=== DATASET ===

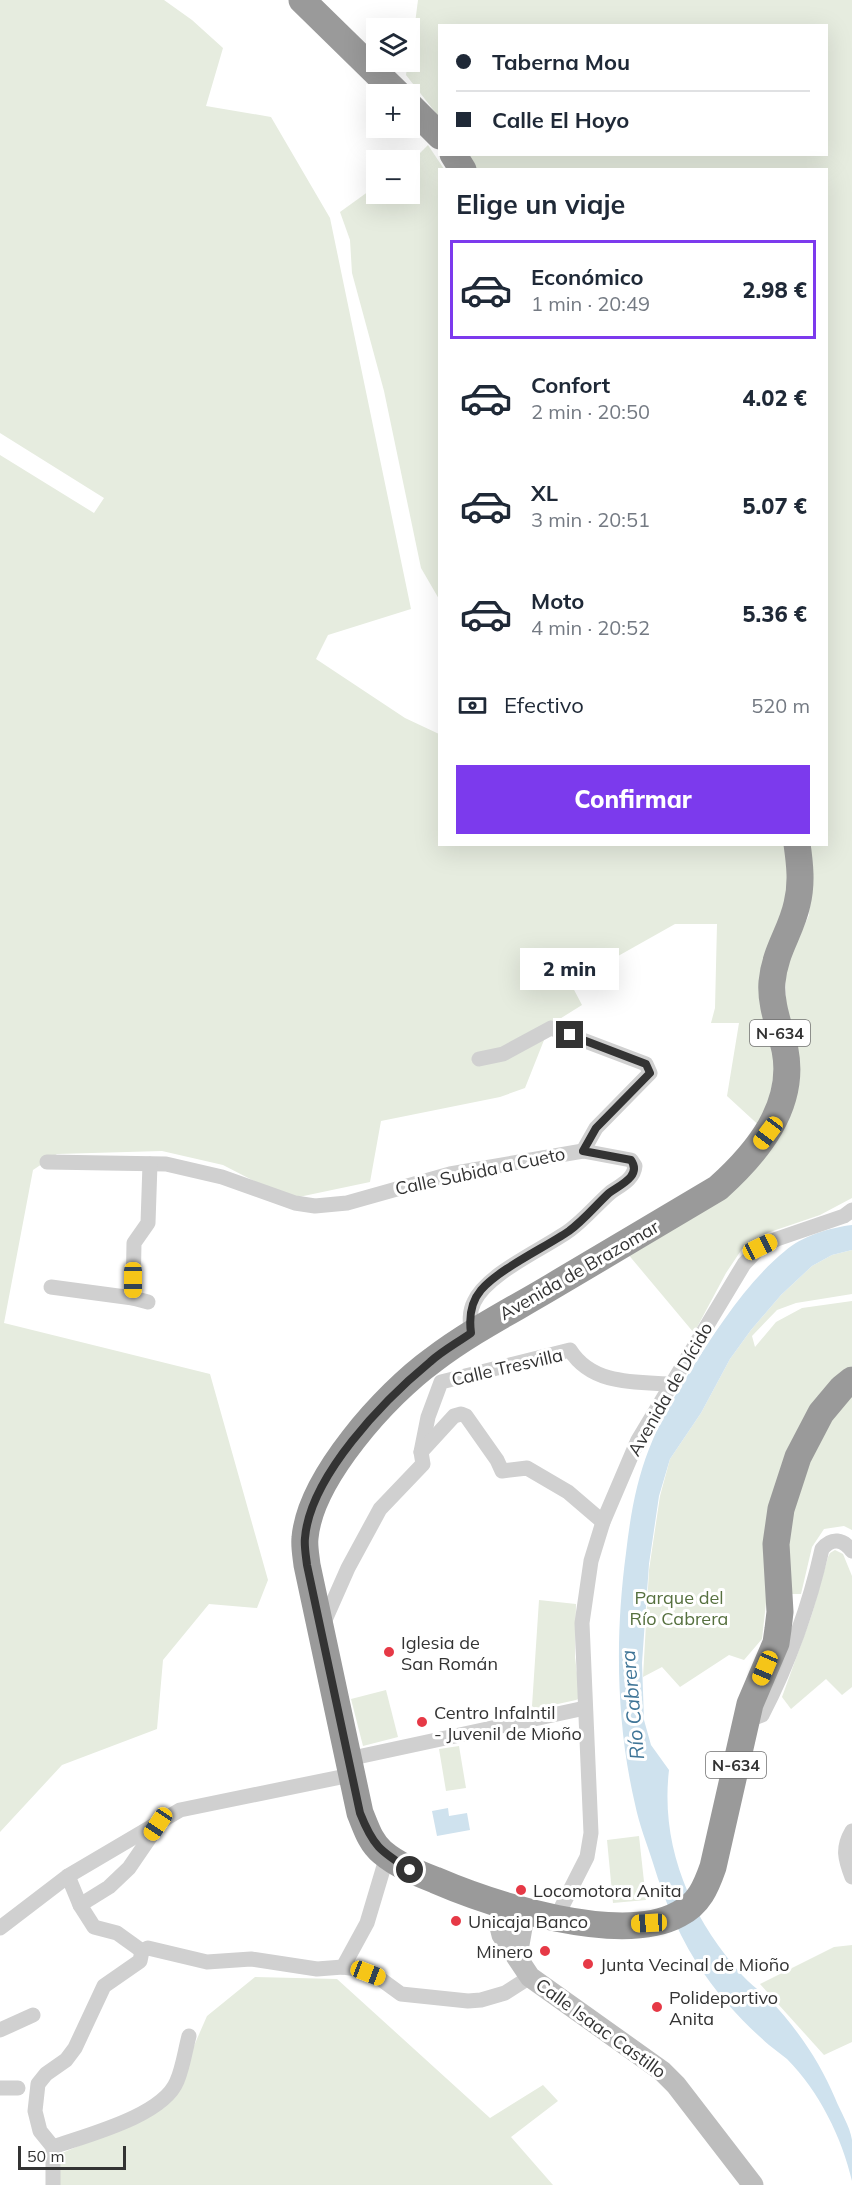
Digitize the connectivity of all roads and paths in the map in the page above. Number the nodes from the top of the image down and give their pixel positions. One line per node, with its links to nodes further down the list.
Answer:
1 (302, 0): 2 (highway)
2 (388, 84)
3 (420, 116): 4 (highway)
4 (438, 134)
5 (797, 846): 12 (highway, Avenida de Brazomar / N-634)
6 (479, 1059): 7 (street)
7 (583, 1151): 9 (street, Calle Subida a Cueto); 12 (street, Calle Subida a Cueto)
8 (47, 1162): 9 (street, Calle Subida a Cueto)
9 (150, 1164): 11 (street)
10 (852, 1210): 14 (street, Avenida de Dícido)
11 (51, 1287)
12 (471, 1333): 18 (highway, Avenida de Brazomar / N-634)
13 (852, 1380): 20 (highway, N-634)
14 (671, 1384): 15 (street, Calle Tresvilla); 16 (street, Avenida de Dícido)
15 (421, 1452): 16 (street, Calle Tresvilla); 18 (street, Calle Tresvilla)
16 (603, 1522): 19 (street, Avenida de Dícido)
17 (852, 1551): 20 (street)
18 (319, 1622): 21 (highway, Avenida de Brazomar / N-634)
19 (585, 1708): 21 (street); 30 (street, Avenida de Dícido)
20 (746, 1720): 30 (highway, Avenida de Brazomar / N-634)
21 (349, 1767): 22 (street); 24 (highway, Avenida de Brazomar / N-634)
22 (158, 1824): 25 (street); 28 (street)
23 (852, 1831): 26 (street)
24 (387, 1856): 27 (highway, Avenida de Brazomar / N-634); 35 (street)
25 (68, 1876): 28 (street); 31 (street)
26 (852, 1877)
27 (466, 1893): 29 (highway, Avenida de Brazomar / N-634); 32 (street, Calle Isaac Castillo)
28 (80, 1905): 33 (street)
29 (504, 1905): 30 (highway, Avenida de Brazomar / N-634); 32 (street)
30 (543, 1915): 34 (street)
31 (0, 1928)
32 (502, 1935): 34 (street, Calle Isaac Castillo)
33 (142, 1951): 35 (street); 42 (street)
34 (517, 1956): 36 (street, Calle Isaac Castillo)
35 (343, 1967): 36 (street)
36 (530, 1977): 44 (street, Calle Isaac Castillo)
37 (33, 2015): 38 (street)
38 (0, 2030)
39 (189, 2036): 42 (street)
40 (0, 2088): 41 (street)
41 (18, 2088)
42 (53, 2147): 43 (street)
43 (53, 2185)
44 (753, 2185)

===
=== DATASET ===

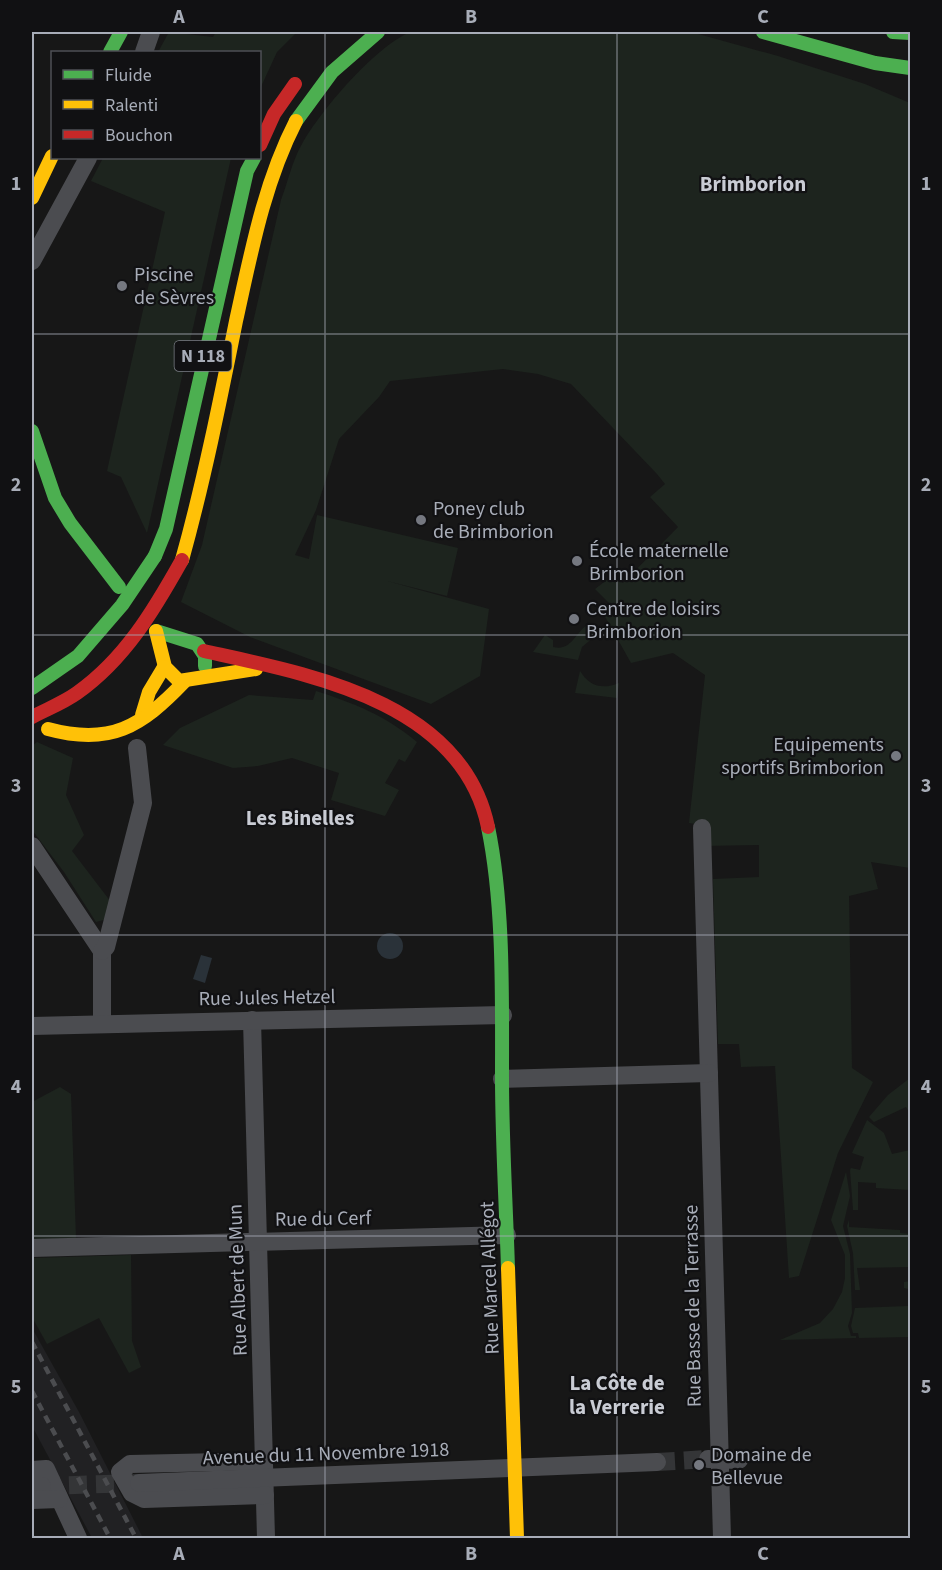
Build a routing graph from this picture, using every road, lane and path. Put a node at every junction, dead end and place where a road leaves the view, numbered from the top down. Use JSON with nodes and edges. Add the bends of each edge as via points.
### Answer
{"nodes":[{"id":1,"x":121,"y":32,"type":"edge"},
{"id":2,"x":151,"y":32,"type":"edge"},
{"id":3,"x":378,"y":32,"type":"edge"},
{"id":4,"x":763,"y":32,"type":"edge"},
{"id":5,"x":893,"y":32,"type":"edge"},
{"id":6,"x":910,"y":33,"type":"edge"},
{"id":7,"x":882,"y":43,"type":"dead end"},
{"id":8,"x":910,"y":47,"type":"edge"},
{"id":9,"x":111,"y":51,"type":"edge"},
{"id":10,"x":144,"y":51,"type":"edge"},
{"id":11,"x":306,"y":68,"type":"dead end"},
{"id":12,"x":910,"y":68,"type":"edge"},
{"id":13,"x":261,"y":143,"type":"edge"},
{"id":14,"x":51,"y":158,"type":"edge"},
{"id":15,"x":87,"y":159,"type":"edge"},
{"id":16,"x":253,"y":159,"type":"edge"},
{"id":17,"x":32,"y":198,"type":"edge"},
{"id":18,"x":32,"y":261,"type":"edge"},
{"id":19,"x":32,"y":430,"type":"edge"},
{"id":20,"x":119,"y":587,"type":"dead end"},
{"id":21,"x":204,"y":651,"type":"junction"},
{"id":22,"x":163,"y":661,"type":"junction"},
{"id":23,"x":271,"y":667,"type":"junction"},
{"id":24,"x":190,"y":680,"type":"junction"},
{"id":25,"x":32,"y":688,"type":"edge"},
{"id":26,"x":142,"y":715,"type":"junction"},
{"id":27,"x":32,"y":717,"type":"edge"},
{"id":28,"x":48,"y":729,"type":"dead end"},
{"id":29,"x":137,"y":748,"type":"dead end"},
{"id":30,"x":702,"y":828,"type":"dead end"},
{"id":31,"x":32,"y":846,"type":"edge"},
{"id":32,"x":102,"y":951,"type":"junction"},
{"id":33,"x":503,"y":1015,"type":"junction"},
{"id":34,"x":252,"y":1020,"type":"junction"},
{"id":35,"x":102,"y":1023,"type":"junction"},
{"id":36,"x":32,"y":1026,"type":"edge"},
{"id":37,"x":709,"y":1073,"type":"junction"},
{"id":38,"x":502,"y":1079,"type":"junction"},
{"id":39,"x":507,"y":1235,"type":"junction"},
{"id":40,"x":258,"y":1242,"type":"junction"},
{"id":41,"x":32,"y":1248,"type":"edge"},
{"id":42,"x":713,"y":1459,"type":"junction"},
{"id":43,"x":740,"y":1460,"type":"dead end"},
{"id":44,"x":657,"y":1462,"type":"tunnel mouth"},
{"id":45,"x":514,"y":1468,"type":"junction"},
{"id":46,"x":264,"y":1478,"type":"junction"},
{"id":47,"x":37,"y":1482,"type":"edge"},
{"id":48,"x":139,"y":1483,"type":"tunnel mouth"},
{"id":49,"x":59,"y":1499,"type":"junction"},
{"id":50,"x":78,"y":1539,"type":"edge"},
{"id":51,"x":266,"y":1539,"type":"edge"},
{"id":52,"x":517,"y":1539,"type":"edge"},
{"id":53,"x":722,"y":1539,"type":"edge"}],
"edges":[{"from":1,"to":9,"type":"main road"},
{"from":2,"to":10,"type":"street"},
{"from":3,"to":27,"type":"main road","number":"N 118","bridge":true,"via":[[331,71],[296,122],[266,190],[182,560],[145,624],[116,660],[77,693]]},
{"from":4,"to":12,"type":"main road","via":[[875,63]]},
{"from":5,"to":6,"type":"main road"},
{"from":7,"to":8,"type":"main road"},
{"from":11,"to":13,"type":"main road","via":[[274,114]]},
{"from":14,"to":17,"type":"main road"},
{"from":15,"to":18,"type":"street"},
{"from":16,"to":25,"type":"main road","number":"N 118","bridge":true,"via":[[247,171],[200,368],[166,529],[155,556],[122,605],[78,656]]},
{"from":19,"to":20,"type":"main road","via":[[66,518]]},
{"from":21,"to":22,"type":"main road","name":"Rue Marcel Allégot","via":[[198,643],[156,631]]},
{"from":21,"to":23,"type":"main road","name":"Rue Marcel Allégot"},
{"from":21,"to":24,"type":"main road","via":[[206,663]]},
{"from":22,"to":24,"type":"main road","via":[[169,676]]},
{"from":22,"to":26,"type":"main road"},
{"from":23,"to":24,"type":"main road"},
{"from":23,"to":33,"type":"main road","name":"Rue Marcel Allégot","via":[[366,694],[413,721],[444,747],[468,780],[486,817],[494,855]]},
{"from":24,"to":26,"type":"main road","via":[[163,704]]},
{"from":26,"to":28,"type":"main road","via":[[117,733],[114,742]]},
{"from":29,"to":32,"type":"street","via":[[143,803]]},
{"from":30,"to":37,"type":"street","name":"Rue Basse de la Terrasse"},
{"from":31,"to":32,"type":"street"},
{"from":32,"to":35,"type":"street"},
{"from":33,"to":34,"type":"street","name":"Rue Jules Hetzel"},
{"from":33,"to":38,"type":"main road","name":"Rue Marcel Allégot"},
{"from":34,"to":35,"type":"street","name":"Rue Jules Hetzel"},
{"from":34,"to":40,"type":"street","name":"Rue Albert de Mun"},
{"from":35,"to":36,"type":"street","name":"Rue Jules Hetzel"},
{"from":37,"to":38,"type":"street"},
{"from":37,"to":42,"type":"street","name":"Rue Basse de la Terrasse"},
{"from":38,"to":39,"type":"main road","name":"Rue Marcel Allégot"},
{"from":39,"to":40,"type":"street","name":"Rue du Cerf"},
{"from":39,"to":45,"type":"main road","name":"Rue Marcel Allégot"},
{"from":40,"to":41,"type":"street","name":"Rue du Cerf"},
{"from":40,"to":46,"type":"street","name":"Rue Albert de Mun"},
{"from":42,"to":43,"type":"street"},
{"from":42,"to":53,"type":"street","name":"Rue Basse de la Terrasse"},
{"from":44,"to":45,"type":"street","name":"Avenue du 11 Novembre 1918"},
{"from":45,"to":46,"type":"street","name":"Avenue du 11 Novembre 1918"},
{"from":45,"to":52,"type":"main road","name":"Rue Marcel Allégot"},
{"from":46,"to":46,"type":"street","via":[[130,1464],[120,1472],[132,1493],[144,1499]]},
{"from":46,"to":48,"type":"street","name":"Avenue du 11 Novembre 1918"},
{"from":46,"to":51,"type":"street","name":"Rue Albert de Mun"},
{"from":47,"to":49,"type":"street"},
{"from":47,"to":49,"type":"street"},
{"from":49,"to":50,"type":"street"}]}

===

→ **EXERCISE**
For the string "nodes", return every line of the data where it appears.

→ **EXERCISE ANSWER**
Digitize the connectivity of all roads and paths in the map in the page above. Number the nodes from the top of the image down and give their pixel positions. One line per node, with its links to nodes further down the list.
Build a routing graph from this picture, using every road, lane and path. Put a node at every junction, dead end and place where a road leaves the view, numbered from the top down. Use JSON with nodes and edges. Add the bends of each edge as via points.
{"nodes":[{"id":1,"x":121,"y":32,"type":"edge"},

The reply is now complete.